Michel_Bujardet · May 27, 2016, 12:54pm

Unless in iOS where there is no choice, it can be wise to keep using classic framework, unless new framework needed features command it.

James_Sentman · May 27, 2016, 1:15pm

My main day job is a project in xojo that has a very rich interconnection protocol over TCP. I have all the classes to talk to the app that will be necessary to build an iOS client, unfortunately I cant use any of them as they are. Its not just a big project but more of a completely new implementation in an entirely new language to build an iOS client. On days when I look at how many hundreds of strings I just stripped out of some of the basic data handling classes and how Im having to write an entirely new packet parser mucking about with memoryblocks rather than just concatenating strings I get rather discouraged about it. Im not sure that by this afternoon I wont be dusting off the swift programming book that is sitting on the shelf if Im going to learn a whole new language anyway. Or maybe Ill drop this for the moment and work on the raspberry pi client for a while instead since I already have a perfectly good web edition based client that runs fine on iOS (and android) anyway… Does nobody else send Text over sockets or write them to files? You cant do either of those things without finding the length of the underlying data and then accessing the underlying data. It makes no sense to copy it just to get access to the binary storage of it.

Kem_Tekinay · May 27, 2016, 1:44pm

James, no disrespect, but your comments show a fundamental misunderstanding of the Text type. I don’t blame you because, for us as programmers who learned to deal with “strings” all our lives, it’s a tough concept.

There is no additional “underlying data” to which to have access. You are assuming that, somewhere, there is a series of bytes that Xojo is somehow hiding from us, but there isn’t, any more than they are “hiding” the bytes that make up a Dictionary.

Look at this this way. Suppose you had an array of integer that you needed to transmit somewhere. How would you do it? Most likely, the intended recipient would expect a certain form, but let’s say you had control of that. Here are some possibilities:

Use a JSON array of the values in the form of [x,y,z].
Depending on the highest expected value of each element, pad each value to 1, 2, 4, or more, bytes, either big-endian or little-endian, and transmit as a stream.
Encode each value as a hex string of known length.

There are more, of course, but at no time would you think, “Xojo should just give us access to the underlying data so we can transmit this.” It wouldn’t make sense.

The Text type is very much like that array of integer.
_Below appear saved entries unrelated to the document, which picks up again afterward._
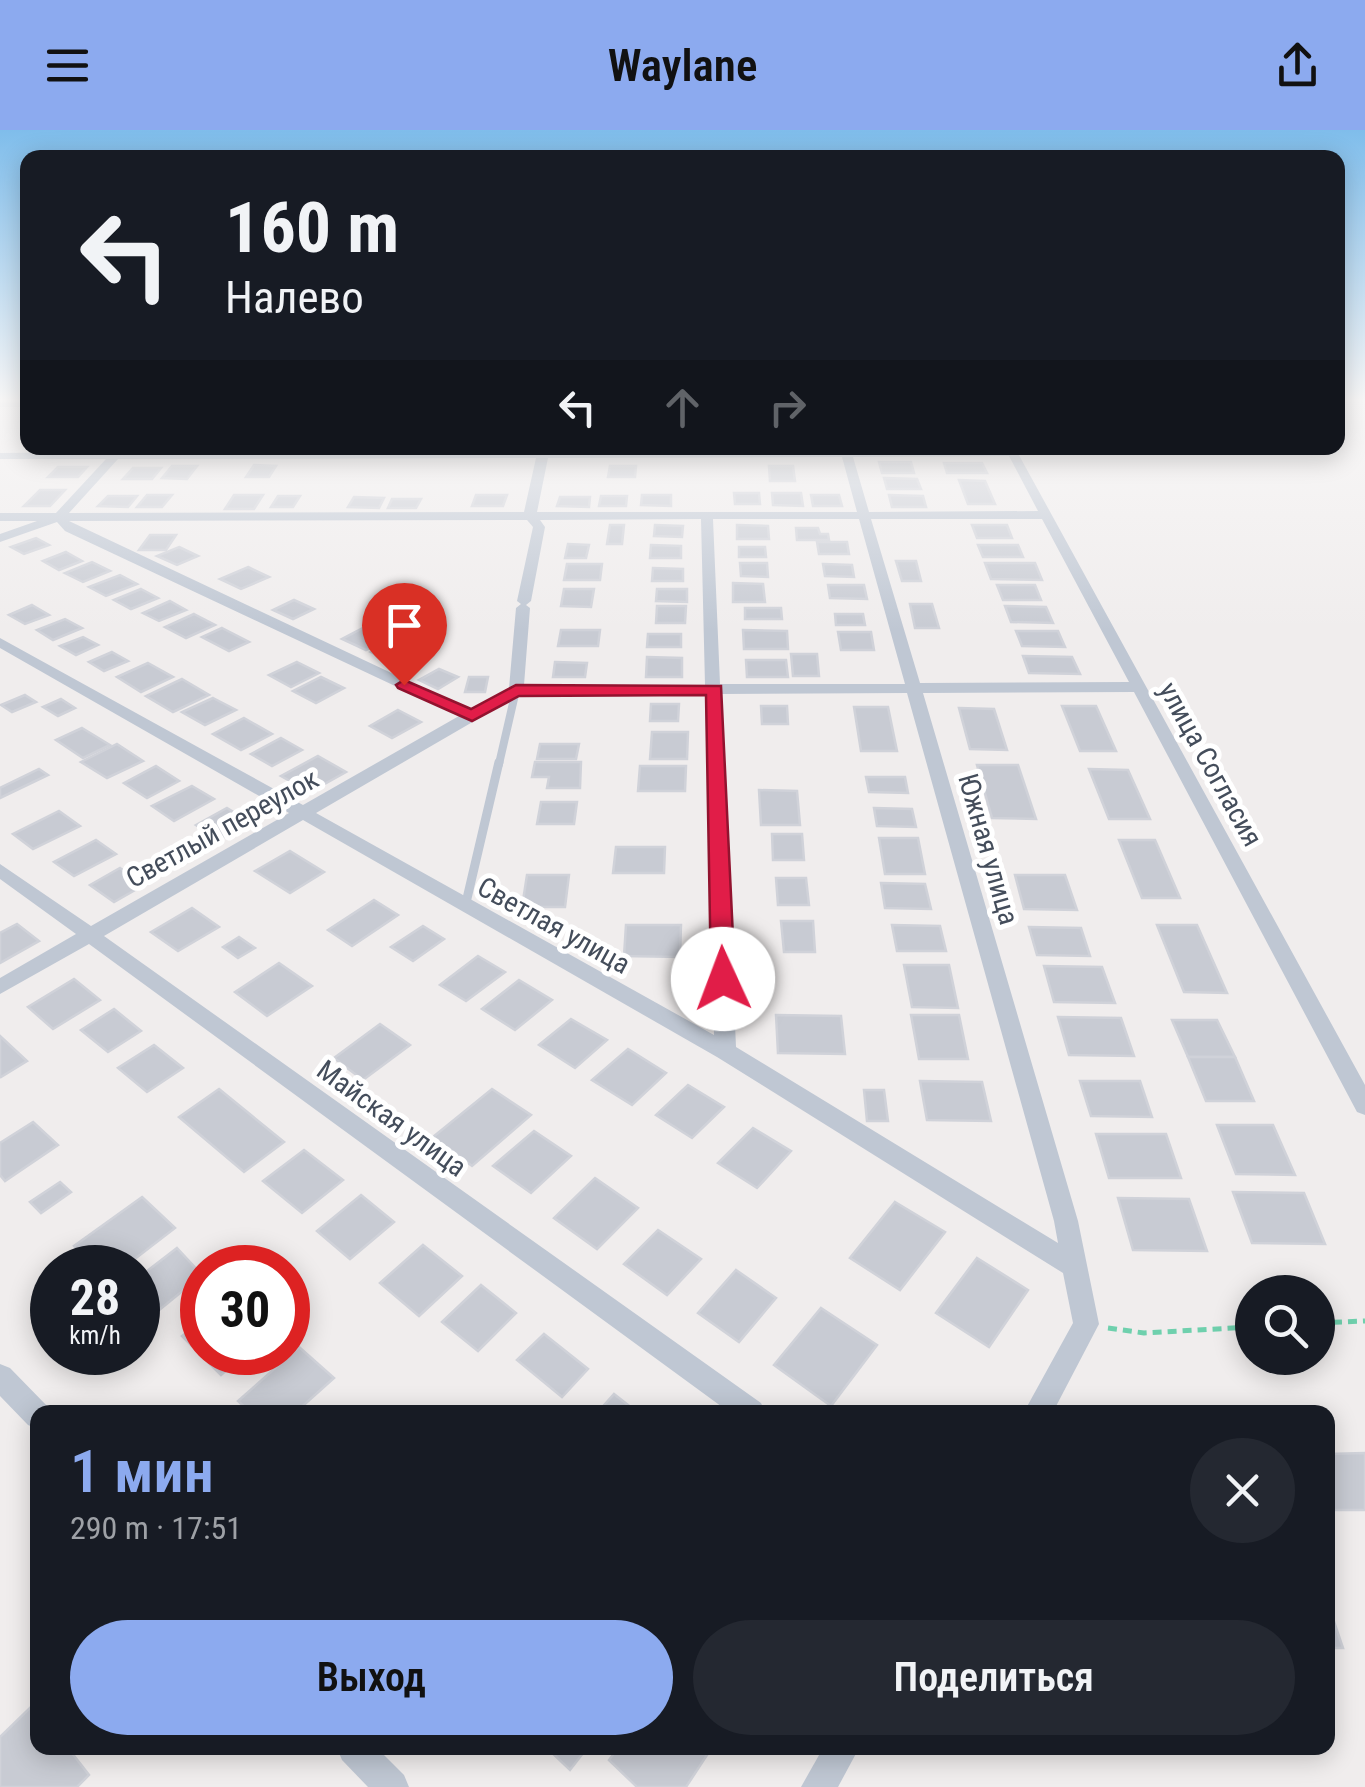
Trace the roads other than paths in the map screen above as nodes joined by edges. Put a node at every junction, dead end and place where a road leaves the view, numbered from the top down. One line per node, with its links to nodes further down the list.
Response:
1 (97, 475): 9 (street)
2 (538, 475): 7 (street)
3 (854, 475): 5 (street, Южная улица)
4 (1025, 475): 6 (street, улица Согласия)
5 (865, 514): 6 (street); 8 (street); 13 (street, Южная улица)
6 (1046, 515): 14 (street, улица Согласия)
7 (530, 516): 8 (street); 9 (street); 15 (street)
8 (707, 516): 16 (street)
9 (59, 517): 10 (street); 11 (street); 17 (street)
10 (0, 518)
11 (0, 538)
12 (0, 642): 18 (street, Светлая улица)
13 (915, 686): 14 (street); 16 (street); 25 (street, Южная улица)
14 (1137, 687): 24 (street, улица Согласия)
15 (516, 690): 16 (street); 17 (street, Светлый переулок); 20 (lane)
16 (715, 690): 23 (street)
17 (472, 716): 18 (street, Светлый переулок)
18 (304, 815): 20 (street, Светлая улица); 21 (street, Светлый переулок)
19 (0, 870): 21 (street, Майская улица)
20 (466, 907): 23 (street, Светлая улица)
21 (87, 935): 22 (street, Светлый переулок); 27 (street, Майская улица)
22 (0, 987)
23 (725, 1051): 25 (street, Светлая улица)
24 (1365, 1106)
25 (1075, 1268): 28 (street, Южная улица)
26 (0, 1377): 29 (street)
27 (741, 1405)
28 (1042, 1405)
29 (30, 1408)
30 (361, 1755): 32 (street)
31 (838, 1755): 33 (street)
32 (392, 1787)
33 (818, 1787)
The best analogy is not a series of bytes like a String, but an array of Unicode code points. It’s the final, human-readable product and it’s up to you to convert that to something that can be transmitted properly, so it’s up to you to encode the code points properly. Does the recipient expect UTF-8, UTF-16, or maybe ISO Latin1? Xojo doesn’t know, just like it doesn’t know how you’d want to encode that array of integer.

Yes, it requires you to think about it more than you had to with String, which was already a series of bytes. But because you have to think about it, you are far less likely to transmit the wrong thing in error.

James_Sentman · May 27, 2016, 1:53pm

I believe I admitted to the fact that this was probably a core misunderstanding on my part far above in this thread Thank you, thats very interesting and explains exactly what I needed to understand to get over the frustration of thinking it just wasnt fleshed out enough

So instead Ill make a feature request for an operator ADD implementation for memory blocks so I can concatenate them like I did strings in the past

Joe_Ranieri · May 27, 2016, 1:57pm

A bug report against the documentation would be useful, explaining what you found to be misleading or confusing and why Kem’s post cleared it up. The documentation about Text should be able to explain these concepts without needing to read forum posts.

Joe_Ranieri · May 27, 2016, 2:02pm

This seems reasonable. Would it help your use case if there were a function on TextEncoding to get the number of bytes that would be used if the conversion to MemoryBlock were to happen?